Eskiden bu yorgunluğu; işle, zamanla, yoğunlukla açıklamaya çalışırdık. Ama şimdi biliyoruz ki… İnsanı en çok yoran şey; kendisiyle uyumsuz hale gelmiş rolleri taşımaya devam etmektir.

Yıllar içinde şunu öğrendim: Gerçek dönüşüm, sadece bilgiyle ya da beceriyle olmaz. Asıl değişim, kendine dürüstçe bakabilme cesaretiyle başlar. "Ben bu koltuğa neden oturdum?", "Ben nasıl bir lider olmak istiyorum?" gibi sorulara yüzeyden değil, içten cevap verebildiğimizde...
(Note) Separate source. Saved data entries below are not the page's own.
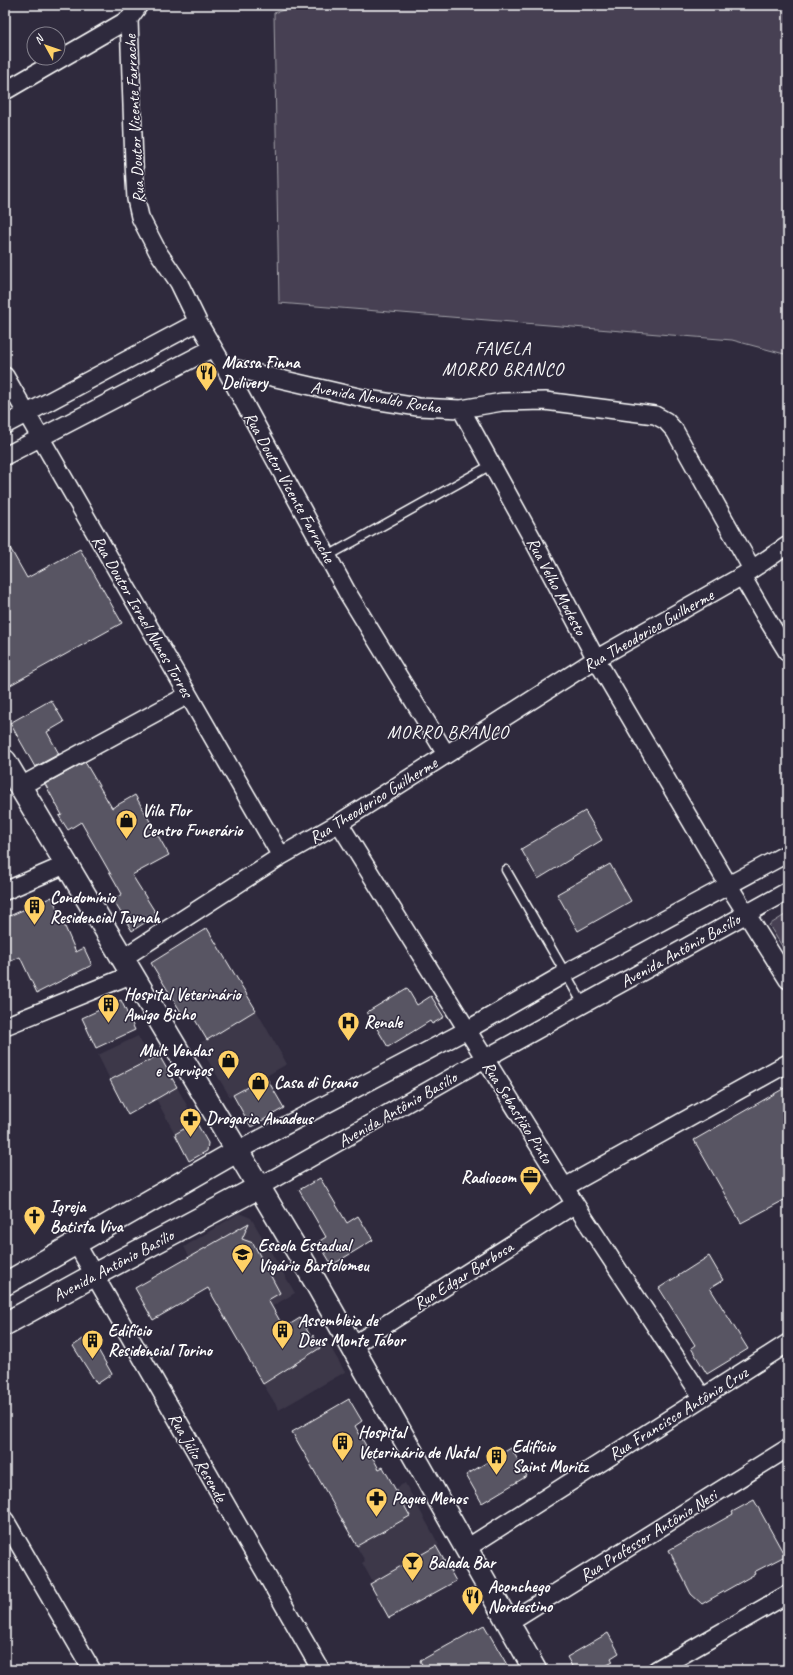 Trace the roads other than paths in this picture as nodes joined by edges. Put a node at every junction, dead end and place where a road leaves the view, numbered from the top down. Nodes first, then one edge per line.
1 (139, 5) edge
2 (129, 19) junction
3 (5, 91) edge
4 (198, 322) junction
5 (213, 348) junction
6 (224, 366) junction
7 (5, 376) edge
8 (462, 409) junction
9 (27, 414) junction
10 (5, 425) edge
11 (40, 438) junction
12 (5, 456) edge
13 (491, 465) junction
14 (788, 545) edge
15 (328, 556) junction
16 (747, 572) junction
17 (788, 653) edge
18 (596, 659) junction
19 (188, 695) junction
20 (446, 754) junction
21 (5, 761) edge
22 (21, 786) junction
23 (339, 823) junction
24 (788, 852) edge
25 (281, 856) junction
26 (67, 864) junction
27 (506, 870) dead end
28 (728, 886) junction
29 (5, 891) edge
30 (788, 891) edge
31 (746, 914) junction
32 (128, 966) junction
33 (566, 973) junction
34 (788, 980) edge
35 (583, 1004) junction
36 (5, 1026) edge
37 (467, 1030) junction
38 (484, 1059) junction
39 (788, 1063) edge
40 (238, 1151) junction
41 (259, 1187) junction
42 (565, 1187) junction
43 (575, 1204) junction
44 (76, 1243) junction
45 (94, 1275) junction
46 (5, 1284) edge
47 (5, 1324) edge
48 (788, 1343) edge
49 (352, 1346) junction
50 (702, 1397) junction
51 (788, 1448) edge
52 (5, 1520) edge
53 (467, 1548) junction
54 (788, 1594) edge
55 (509, 1622) junction
56 (92, 1670) edge
57 (321, 1670) edge
58 (535, 1670) edge
59 (656, 1670) edge

1 - 2 street, Rua Doutor Vicente Farrache
2 - 3 street
2 - 4 street, Rua Doutor Vicente Farrache
4 - 5 street, Rua Doutor Vicente Farrache
4 - 9 street
5 - 6 street, Rua Doutor Vicente Farrache
5 - 11 street
6 - 8 street, Avenida Nevaldo Rocha
6 - 15 street, Rua Doutor Vicente Farrache
7 - 9 street, Rua Doutor Israel Nunes Torres
8 - 13 street, Rua Velho Modesto
8 - 16 street, Avenida Nevaldo Rocha
9 - 10 street
9 - 11 street, Rua Doutor Israel Nunes Torres
11 - 12 street
11 - 19 street, Rua Doutor Israel Nunes Torres
13 - 15 lane
13 - 18 street, Rua Velho Modesto
14 - 16 street, Rua Theodorico Guilherme
15 - 20 street, Rua Doutor Vicente Farrache
16 - 17 street
16 - 18 street, Rua Theodorico Guilherme
18 - 20 street, Rua Theodorico Guilherme
18 - 28 street, Rua Velho Modesto
19 - 22 street
19 - 25 street, Rua Doutor Israel Nunes Torres
20 - 23 street, Rua Theodorico Guilherme
21 - 22 main road
22 - 26 main road
23 - 25 street, Rua Theodorico Guilherme
23 - 37 street, Rua Sebastião Pinto
24 - 28 street, Avenida Antônio Basílio
25 - 32 street, Rua Theodorico Guilherme
26 - 29 street
26 - 32 main road
27 - 33 lane
28 - 31 street, Rua Velho Modesto
28 - 33 street, Avenida Antônio Basílio
30 - 31 street, Avenida Antônio Basílio
31 - 34 street
31 - 35 street, Avenida Antônio Basílio
32 - 36 street, Rua Theodorico Guilherme
32 - 40 main road
33 - 35 lane
33 - 37 street, Avenida Antônio Basílio
35 - 38 street, Avenida Antônio Basílio
37 - 38 street, Rua Sebastião Pinto
37 - 40 street, Avenida Antônio Basílio
38 - 41 street, Avenida Antônio Basílio
38 - 42 street, Rua Sebastião Pinto
39 - 42 street
40 - 41 main road
40 - 44 main road, Avenida Antônio Basílio
41 - 45 main road, Avenida Antônio Basílio
41 - 49 main road
42 - 43 street, Rua Sebastião Pinto
43 - 49 street, Rua Edgar Barbosa
43 - 50 street, Rua Sebastião Pinto
44 - 45 street, Rua Júlio Resende
44 - 46 main road, Avenida Antônio Basílio
45 - 47 main road, Avenida Antônio Basílio
45 - 57 street, Rua Júlio Resende
48 - 50 street, Rua Francisco Antônio Cruz
49 - 53 main road
50 - 53 street, Rua Francisco Antônio Cruz
51 - 55 street, Rua Professor Antônio Nesi
52 - 56 street
53 - 55 main road
54 - 59 street
55 - 58 main road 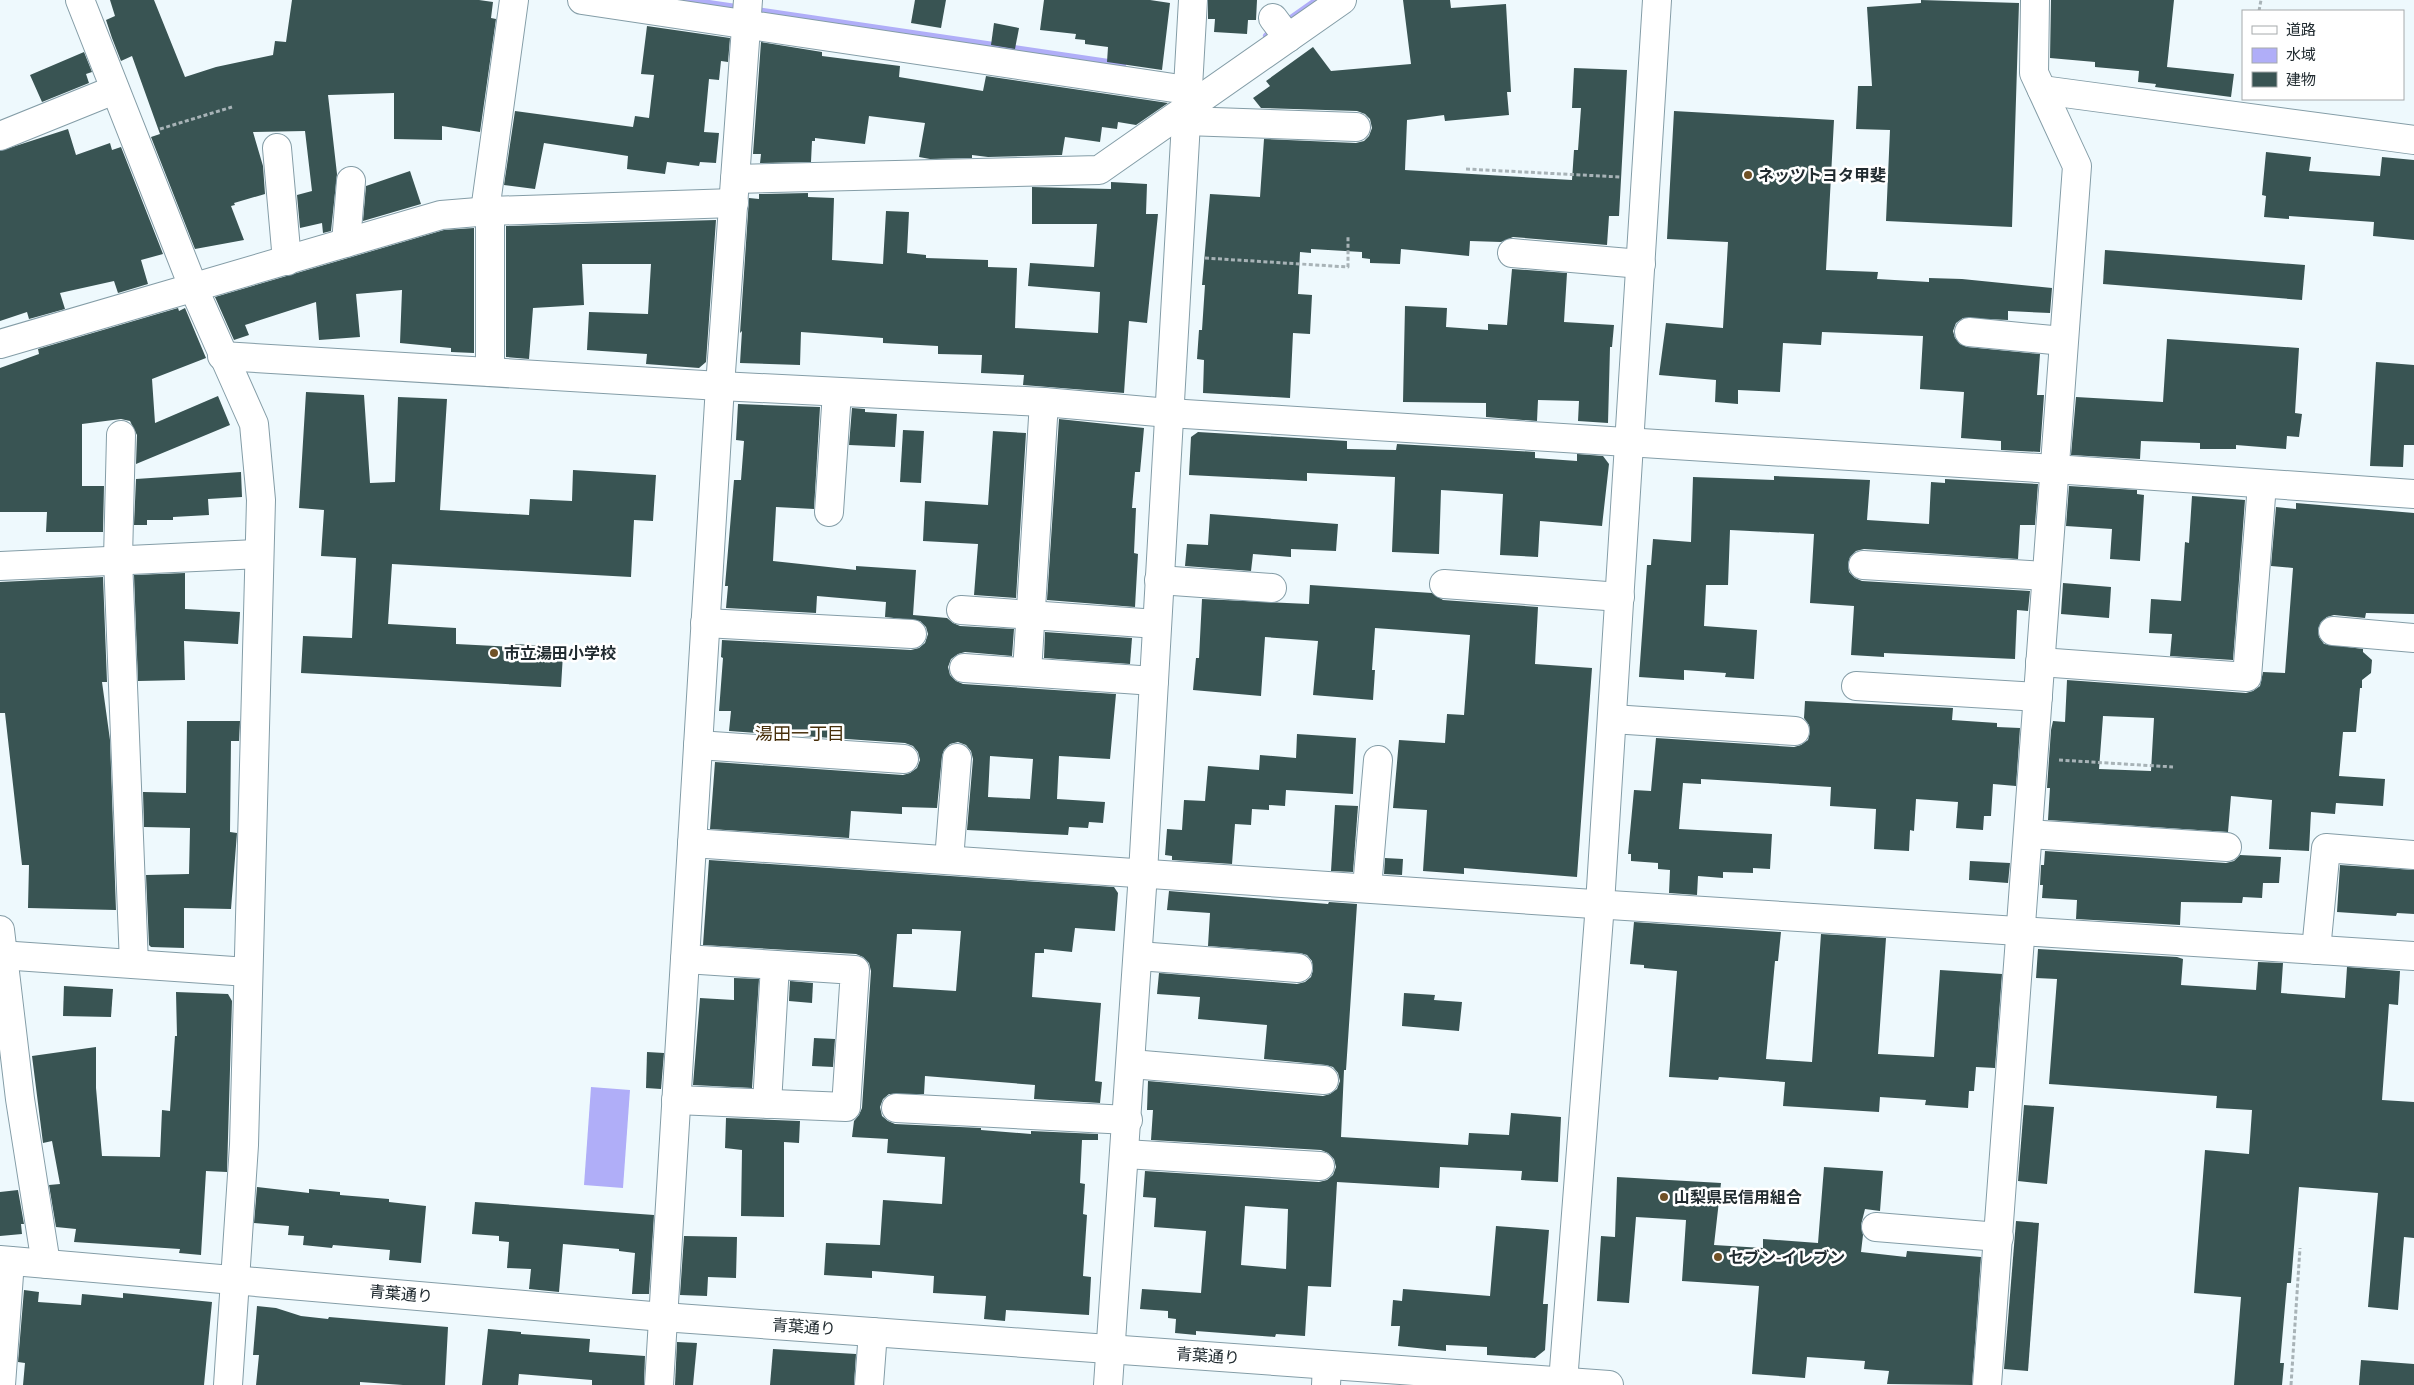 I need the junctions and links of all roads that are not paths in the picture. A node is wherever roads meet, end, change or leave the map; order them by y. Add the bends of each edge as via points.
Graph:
1 (80, 0) edge
2 (514, 0) edge
3 (582, 0) edge
4 (1193, 0) edge
5 (1342, 0) edge
6 (1657, 0) edge
7 (2035, 0) edge
8 (612, 2) edge
9 (747, 12) edge
10 (114, 90) junction
11 (2042, 90) junction
12 (1186, 107) junction
13 (1356, 127) dead end
14 (0, 136) edge
15 (2414, 140) edge
16 (278, 148) dead end
17 (351, 181) dead end
18 (734, 191) junction
19 (488, 211) junction
20 (346, 243) junction
21 (1512, 253) dead end
22 (287, 261) junction
23 (1641, 264) junction
24 (194, 289) junction
25 (1969, 332) dead end
26 (2063, 341) junction
27 (0, 344) edge
28 (222, 356) junction
29 (490, 372) junction
30 (720, 386) junction
31 (837, 392) junction
32 (1044, 402) junction
33 (1169, 413) junction
34 (121, 435) dead end
35 (1630, 442) junction
36 (2054, 469) junction
37 (2262, 484) junction
38 (2414, 494) edge
39 (828, 512) dead end
40 (259, 554) junction
41 (118, 559) junction
42 (1863, 564) dead end
43 (0, 566) edge
44 (2046, 576) junction
45 (1159, 580) junction
46 (1444, 584) dead end
47 (1272, 588) dead end
48 (1620, 597) junction
49 (961, 610) dead end
50 (1030, 615) junction
51 (705, 623) junction
52 (1157, 624) junction
53 (2333, 631) dead end
54 (912, 634) dead end
55 (2414, 638) edge
56 (2040, 662) junction
57 (964, 668) dead end
58 (1027, 672) junction
59 (1154, 682) junction
60 (1856, 686) dead end
61 (2038, 697) junction
62 (1612, 719) junction
63 (1795, 731) dead end
64 (698, 744) junction
65 (957, 758) dead end
66 (904, 759) dead end
67 (1378, 760) dead end
68 (2028, 834) junction
69 (692, 843) junction
70 (2227, 847) dead end
71 (2414, 855) edge
72 (950, 860) junction
73 (1143, 873) junction
74 (1367, 888) junction
75 (1600, 904) junction
76 (2022, 931) junction
77 (1, 947) edge
78 (2316, 950) junction
79 (1138, 956) junction
80 (2414, 956) edge
81 (685, 959) junction
82 (134, 964) junction
83 (774, 965) junction
84 (1298, 968) dead end
85 (248, 972) junction
86 (1131, 1064) junction
87 (1324, 1080) dead end
88 (10, 1100) edge
89 (676, 1100) junction
90 (767, 1104) junction
91 (896, 1108) dead end
92 (1128, 1120) junction
93 (1125, 1154) junction
94 (1320, 1166) dead end
95 (1876, 1227) dead end
96 (1999, 1237) junction
97 (5, 1260) edge
98 (46, 1264) junction
99 (234, 1280) junction
100 (663, 1317) junction
101 (873, 1332) junction
102 (1110, 1349) junction
103 (1327, 1375) edge
104 (1563, 1383) edge
105 (1, 1385) edge
106 (228, 1385) edge
107 (659, 1385) edge
108 (869, 1385) edge
109 (1108, 1385) edge
110 (1609, 1385) edge
111 (1988, 1385) edge

1 - 10 street
2 - 19 street
3 - 8 street
4 - 12 street
5 - 12 street via 1282,30
6 - 23 street
7 - 11 street via 2034,73
8 - 9 street
9 - 12 street
9 - 18 street
10 - 14 street
10 - 24 street
11 - 15 street
11 - 26 street via 2077,166
12 - 13 street
12 - 18 street via 1099,170
12 - 33 street
16 - 22 street
17 - 20 street
18 - 19 street
18 - 30 street
19 - 20 street via 441,216
19 - 29 street
20 - 22 street
21 - 23 street
22 - 24 street
23 - 35 street
24 - 27 street
24 - 28 street
25 - 26 street
26 - 36 street
28 - 29 street
28 - 40 street via 254,424 261,500
29 - 30 street
30 - 31 street
30 - 51 street
31 - 32 street
31 - 39 street
32 - 33 street
32 - 50 street
33 - 35 street
33 - 45 street
34 - 41 street
35 - 36 street
35 - 48 street
36 - 37 street
36 - 44 street
37 - 38 street
37 - 56 street via 2246,677
40 - 41 street
40 - 85 street
41 - 43 street
41 - 82 street
42 - 44 street
44 - 56 street
45 - 47 street
45 - 52 street
46 - 48 street
48 - 62 street
49 - 50 street
50 - 52 street
50 - 58 street
51 - 54 street
51 - 64 street
52 - 59 street
53 - 55 street
56 - 61 street
57 - 58 street
58 - 59 street
59 - 73 street
60 - 61 street
61 - 68 street
62 - 63 street
62 - 75 street
64 - 66 street
64 - 69 street
65 - 72 street
67 - 74 street
68 - 70 street
68 - 76 street
69 - 72 street
69 - 81 street
71 - 78 street via 2326,848
72 - 73 street
73 - 74 street
73 - 79 street
74 - 75 street
75 - 76 street
75 - 104 street
76 - 78 street
76 - 96 street
77 - 82 street
77 - 88 street
78 - 80 street
79 - 84 street
79 - 86 street
81 - 83 street
81 - 89 street
82 - 85 street
83 - 90 street
83 - 90 street via 855,970 846,1107
85 - 99 street via 244,1145
86 - 87 street
86 - 92 street
88 - 98 street
89 - 90 street
89 - 100 street
91 - 92 street
92 - 93 street
93 - 94 street
93 - 102 street
95 - 96 street
96 - 111 street
97 - 98 street, 青葉通り
97 - 105 street
98 - 99 street, 青葉通り
99 - 100 street, 青葉通り
99 - 106 street
100 - 101 street, 青葉通り
100 - 107 street
101 - 102 street, 青葉通り
101 - 108 street
102 - 103 street, 青葉通り
102 - 109 street
103 - 104 street, 青葉通り
104 - 110 street, 青葉通り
Yeni Nesil Liderlik de burada başlıyor: Bir başkasına benzeyerek değil; kendin olarak, kendi sesinle, kendi yolunu açarak. Çünkü bir liderin sesini duyurabilmesi için önce kendi iç sesini duyabilmesi gerekir.

Bugün seni yoran şey, gerçekten tempo mu? Yoksa artık seni taşımayan, ama hâlâ bırakmakta zorlandığın roller mi?

Liderlik, çoğu zaman dışarıdan büyük görünür. Ama içten büyümemiş bir liderliğin sürdürülebilirliği yoktur. O yüzden bu hafta, belki de sadece bir durup kendine sormanızı isterim, "Gerçekten kimin lideriyim? Ekibimin mi, sistemin mi, yoksa hâlâ bana ait olmayan tanımların mı?"

🌀 Dönüşüm, yorgunlukla değil; farkındalıkla başlar. Bu bülteni okurken içinden bir şey kıpırdadıysa, belki de o dönüşüm kapıdadır.